[SERVER-17881] Primary crashing with 'Didn't find RecordId in WiredTigerRecordStore' while tailing capped collection Created: 02/Apr/15  Updated: 02/Sep/15  Resolved: 16/May/15

Status: Closed
Project: Core Server
Component/s: Replication, WiredTiger
Affects Version/s: 3.0.1
Fix Version/s: None

Type: Bug Priority: Major - P3
Reporter: Evan Lawrence-Hurt Assignee: Ramon Fernandez Marina
Resolution: Incomplete Votes: 1
Labels: None
Remaining Estimate: Not Specified
Time Spent: Not Specified
Original Estimate: Not Specified

Issue Links:
Related
is related to SERVER-18006 Shard replicas crash after 3.0.2 upgr... Closed
Operating System: ALL
Steps To Reproduce:

I haven't yet been able to reproduce this in isolation, this usually appears under write load of ~500 updates/sec, ~10 inserts/sec.
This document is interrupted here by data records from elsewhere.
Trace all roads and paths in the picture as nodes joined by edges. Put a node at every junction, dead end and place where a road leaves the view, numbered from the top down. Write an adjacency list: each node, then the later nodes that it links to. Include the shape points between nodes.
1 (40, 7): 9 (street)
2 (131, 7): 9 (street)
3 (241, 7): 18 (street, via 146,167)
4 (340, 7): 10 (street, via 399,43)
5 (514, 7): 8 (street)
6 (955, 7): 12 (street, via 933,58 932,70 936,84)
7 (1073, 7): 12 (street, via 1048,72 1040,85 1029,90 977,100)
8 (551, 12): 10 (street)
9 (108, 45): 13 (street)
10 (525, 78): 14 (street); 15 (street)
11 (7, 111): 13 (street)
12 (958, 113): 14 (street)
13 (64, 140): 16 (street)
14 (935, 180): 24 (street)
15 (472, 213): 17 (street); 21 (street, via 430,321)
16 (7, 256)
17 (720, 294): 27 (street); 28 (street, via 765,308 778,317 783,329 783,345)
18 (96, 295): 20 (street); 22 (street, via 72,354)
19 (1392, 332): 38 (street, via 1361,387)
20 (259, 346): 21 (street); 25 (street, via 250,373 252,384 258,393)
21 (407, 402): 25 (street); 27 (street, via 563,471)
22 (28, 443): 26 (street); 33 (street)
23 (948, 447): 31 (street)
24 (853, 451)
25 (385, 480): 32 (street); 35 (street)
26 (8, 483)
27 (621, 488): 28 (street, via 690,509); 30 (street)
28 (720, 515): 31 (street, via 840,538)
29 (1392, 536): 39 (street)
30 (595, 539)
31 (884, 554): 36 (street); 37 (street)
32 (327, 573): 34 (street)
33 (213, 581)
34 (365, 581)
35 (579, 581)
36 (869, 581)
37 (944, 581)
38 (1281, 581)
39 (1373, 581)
Simply using the above mubsub library in isolation hasn't worked. Will add more info as I have it, do let me know if you have any suggestions for how to isolate this.

Participants:

 Description   

I've upgraded my UAT environment to Mongo 3.0.1 with the WiredTiger storage engine & am repeatedly seeing my primary replicaset fallback to RECOVERY mode with the below stacktrace. The "prism-pubsub.intergate" collection mentioned in the stack trace is a capped collection which we're opening a tailable cursor on using the (just forked) mubsub library here: https://github.com/evanlh/mubsub.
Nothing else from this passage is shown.